Манеж 1962, до и после - [17]
- Вы абстракционист?
- Что вы, я реалист, я у Серова начинал, потом преподавал, учил реалистическому видению мира, потом нравились импрессионисты.
- А как вы относитесь к Пикассо?
Тут Евгений Леонидович необыкновенно оживился. "О! - сказал он. - Пикассо великий реалист, раньше я этого не понимал, считал его формалистом, потом узнал, что в Москву привезли выставку его работ. Я смотреть не хотел, а сын говорит - обязательно сходи, и я пошел, сначала ничего не понял, но что-то меня задело, пошел второй, третий раз, и вдруг все начало меня волновать, и я стал учиться у него, и вы знаете, вам всем надо учиться у него! Это настоящий реалист. А мои работы вы можете посмотреть у меня дома, комната маленькая, но для четырех-пяти человек всегда место найдется.

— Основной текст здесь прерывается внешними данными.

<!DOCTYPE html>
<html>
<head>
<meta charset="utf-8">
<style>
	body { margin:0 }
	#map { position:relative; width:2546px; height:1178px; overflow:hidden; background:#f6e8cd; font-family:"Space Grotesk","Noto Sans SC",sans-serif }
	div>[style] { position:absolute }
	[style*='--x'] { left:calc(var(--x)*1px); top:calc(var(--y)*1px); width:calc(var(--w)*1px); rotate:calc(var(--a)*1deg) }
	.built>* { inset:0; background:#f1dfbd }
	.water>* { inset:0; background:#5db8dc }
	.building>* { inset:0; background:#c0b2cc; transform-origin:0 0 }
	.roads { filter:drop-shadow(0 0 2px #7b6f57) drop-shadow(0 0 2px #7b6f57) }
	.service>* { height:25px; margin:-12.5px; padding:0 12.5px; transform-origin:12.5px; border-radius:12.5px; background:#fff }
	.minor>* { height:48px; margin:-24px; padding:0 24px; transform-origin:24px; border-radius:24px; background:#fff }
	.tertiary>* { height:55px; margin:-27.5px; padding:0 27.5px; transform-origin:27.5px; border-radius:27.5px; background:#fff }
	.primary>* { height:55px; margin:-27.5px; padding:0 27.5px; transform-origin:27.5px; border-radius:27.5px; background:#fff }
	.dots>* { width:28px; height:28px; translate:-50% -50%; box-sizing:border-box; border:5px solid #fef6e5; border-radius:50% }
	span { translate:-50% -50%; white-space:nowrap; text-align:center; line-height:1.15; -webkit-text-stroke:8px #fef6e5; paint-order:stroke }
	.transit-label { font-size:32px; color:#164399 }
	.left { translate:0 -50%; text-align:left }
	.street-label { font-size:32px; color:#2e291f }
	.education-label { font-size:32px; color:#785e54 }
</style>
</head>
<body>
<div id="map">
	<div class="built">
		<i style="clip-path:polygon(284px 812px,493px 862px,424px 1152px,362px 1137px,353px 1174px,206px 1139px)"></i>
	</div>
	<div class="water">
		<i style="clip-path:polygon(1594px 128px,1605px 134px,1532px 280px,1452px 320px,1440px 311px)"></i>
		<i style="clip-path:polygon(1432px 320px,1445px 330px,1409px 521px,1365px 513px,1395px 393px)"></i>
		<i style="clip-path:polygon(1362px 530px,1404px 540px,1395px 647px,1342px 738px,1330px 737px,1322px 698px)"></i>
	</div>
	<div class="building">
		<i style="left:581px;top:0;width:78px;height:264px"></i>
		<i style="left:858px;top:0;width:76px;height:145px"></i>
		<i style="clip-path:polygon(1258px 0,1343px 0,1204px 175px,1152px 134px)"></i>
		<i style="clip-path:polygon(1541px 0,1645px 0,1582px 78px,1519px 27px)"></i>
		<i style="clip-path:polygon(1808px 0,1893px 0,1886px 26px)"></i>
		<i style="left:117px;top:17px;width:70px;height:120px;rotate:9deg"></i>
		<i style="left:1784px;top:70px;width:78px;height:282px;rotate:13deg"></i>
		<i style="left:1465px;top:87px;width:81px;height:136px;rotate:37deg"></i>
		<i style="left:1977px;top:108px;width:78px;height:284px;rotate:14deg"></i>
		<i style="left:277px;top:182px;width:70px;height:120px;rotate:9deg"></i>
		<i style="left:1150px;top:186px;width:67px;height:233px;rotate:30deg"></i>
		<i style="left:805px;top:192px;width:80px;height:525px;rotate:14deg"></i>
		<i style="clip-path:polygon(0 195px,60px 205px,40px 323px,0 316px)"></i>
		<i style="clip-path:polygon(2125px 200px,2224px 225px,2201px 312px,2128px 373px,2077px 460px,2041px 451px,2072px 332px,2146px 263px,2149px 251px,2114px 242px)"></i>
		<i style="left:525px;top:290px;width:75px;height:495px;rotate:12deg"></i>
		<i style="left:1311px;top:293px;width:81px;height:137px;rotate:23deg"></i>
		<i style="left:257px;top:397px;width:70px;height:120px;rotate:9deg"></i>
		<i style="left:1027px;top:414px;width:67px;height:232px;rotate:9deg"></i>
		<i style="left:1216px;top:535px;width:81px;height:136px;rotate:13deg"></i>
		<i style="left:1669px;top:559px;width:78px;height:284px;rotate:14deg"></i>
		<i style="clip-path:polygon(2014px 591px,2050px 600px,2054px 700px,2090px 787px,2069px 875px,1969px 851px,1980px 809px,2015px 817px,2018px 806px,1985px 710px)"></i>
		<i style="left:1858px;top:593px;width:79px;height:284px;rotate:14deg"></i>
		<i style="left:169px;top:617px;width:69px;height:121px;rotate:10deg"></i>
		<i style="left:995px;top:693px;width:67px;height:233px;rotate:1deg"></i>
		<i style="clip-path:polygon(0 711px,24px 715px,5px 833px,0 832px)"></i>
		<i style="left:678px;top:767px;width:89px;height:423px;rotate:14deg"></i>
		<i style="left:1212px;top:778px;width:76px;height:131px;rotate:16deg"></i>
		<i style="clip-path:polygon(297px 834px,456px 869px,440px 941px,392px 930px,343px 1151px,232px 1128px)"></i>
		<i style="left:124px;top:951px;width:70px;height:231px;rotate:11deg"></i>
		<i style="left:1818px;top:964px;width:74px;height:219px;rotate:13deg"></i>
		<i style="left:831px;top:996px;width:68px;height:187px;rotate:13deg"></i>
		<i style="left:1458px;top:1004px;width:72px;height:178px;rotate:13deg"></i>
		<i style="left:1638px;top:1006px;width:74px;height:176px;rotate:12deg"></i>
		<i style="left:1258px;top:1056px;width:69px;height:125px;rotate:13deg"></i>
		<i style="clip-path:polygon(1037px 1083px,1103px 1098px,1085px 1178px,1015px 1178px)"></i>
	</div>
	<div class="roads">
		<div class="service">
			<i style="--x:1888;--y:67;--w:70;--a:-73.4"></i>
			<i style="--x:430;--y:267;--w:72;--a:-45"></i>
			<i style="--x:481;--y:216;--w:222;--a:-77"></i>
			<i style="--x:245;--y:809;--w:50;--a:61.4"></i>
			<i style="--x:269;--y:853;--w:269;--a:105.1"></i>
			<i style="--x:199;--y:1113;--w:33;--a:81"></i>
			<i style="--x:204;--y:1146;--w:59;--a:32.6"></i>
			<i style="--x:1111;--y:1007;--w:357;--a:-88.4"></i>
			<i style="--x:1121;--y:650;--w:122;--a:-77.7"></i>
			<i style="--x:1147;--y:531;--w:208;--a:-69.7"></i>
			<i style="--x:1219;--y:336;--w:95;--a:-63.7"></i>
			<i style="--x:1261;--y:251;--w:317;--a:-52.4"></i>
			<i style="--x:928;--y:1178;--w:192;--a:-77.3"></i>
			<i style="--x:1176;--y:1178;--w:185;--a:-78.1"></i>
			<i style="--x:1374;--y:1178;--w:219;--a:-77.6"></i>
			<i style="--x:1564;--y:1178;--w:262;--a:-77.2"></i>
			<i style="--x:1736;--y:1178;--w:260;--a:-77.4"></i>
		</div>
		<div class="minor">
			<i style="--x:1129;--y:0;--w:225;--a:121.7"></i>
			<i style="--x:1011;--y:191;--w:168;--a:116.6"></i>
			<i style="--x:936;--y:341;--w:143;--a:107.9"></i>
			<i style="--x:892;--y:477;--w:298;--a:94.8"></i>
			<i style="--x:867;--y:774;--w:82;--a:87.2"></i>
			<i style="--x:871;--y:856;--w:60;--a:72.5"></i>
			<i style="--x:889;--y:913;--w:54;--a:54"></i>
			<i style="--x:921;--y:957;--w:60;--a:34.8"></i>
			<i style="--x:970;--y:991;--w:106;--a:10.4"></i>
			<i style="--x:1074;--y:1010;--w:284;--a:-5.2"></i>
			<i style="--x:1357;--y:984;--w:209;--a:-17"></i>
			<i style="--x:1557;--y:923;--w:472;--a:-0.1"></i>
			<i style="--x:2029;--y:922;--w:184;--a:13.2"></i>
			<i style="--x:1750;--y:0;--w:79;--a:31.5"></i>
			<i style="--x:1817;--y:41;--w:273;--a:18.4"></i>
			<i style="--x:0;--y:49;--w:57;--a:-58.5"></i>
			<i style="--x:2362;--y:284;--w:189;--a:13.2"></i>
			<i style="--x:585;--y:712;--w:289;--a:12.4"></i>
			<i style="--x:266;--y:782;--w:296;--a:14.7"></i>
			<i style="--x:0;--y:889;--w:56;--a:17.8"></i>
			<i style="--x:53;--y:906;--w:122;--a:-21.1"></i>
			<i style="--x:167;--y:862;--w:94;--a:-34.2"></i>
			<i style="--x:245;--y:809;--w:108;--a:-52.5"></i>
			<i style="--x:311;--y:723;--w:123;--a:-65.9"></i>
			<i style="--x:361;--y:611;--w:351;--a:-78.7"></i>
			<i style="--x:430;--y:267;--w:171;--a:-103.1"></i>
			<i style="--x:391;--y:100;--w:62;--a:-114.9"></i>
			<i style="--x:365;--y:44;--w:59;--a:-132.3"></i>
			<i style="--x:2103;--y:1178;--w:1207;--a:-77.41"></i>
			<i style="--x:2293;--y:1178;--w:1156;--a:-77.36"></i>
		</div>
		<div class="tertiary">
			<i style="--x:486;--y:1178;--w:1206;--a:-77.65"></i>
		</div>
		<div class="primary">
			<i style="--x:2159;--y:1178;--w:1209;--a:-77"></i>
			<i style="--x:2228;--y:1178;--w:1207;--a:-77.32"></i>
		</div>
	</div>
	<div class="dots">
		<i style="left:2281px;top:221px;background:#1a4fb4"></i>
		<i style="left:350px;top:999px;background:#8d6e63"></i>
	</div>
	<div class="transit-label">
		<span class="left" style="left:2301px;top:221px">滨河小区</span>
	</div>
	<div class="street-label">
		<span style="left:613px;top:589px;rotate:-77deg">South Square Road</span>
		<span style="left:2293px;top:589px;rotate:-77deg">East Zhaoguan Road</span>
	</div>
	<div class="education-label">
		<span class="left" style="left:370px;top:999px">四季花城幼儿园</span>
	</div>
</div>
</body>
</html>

И тут произошло нечто невообразимое.
Дело в том, что сначала вся эта аудитория, состоявшая в основном из МОСХовской номенклатуры, членов партии, художников натуралистического направления, замерла от изумления, от неслыханной дерзости. Для них Пикассо как черт был, как враг народа номер один, и привыкли они, что их боятся. А Кропивницкий то ли как ребенок, с широко открытыми глазами, то ли как пророк, а они дети. И вот я увидел второй "Манеж", закричали все сразу, сумасшедшими хриплыми голосами: "Ему капитализм, ему Пикассо нравится! Он абстракционист! Он издевается над нами, учит нас! Вон из Союза! Я предлагаю голосовать! Считайте! Единогласно!".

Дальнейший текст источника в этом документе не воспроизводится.